Lxc copy --refresh workaround: efficient incremental ZFS snapshot sync with send/receive

I need to update/sync cold and hot standby containers on separate machines efficiently and I realized that lxc copy --refresh can’t help here because rsync is used in the refresh case and this can be very slow (slower than an initial full copy).

References: this requirement was mentioned in Lxc copy --refresh error and Future incremental copy - (lxc refresh) - ZFS backend already.

So I scripted the following files for an incremental ZFS snapshot send / receive to a backup server. In my tests the snapshot sync even worked with a running target container that finally is restored to the newly synchronized snapshot. This sync’ed container intentionally does not include further snapshots that are created on the source machine.

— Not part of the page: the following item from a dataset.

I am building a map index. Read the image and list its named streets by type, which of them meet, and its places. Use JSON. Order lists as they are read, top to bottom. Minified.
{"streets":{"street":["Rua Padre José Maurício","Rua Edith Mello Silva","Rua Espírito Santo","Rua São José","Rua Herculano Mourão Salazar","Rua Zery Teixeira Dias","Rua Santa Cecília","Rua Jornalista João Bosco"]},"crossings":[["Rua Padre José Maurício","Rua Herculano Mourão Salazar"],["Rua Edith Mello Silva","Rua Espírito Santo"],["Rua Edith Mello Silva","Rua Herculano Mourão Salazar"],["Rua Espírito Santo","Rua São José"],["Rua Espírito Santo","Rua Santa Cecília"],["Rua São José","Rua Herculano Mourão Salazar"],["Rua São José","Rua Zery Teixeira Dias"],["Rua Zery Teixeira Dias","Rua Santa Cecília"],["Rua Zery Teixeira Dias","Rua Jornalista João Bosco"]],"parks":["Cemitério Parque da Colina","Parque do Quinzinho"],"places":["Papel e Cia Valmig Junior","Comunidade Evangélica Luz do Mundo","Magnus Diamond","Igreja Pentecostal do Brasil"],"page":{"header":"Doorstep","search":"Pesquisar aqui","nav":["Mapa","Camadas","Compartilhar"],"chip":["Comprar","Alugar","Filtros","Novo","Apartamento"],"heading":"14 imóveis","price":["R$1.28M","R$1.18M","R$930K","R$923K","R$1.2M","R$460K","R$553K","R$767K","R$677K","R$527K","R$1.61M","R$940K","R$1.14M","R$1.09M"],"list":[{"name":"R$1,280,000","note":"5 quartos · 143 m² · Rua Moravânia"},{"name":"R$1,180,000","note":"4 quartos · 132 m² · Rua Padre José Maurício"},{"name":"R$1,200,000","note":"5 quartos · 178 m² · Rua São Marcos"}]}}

Now I’d like to discuss the completeness and relative stability of this approach regarding LXD updates as well as future simplifications e.g. remove the direct execution of zfs send on the remote source machine / switch over to lxc functionality.

1 Like

Update on this topic: the ZFS snapshot sync that is implemented with the scripts I posted in February is running stable in test setups since 2 months. After some minor changes I will use this in production for hot and cold standby containers on ZFS storage volumes.

1 Like

I do a similar thing but use Syncoid instead.

Hi Florian

I have a couple of containers running under LXD using a ZFS storage pool so I too would like to see LXD integrate something like this so that we could take advantage of zfs send and receive to sync containers or VMs running on ZFS based LXD hosts.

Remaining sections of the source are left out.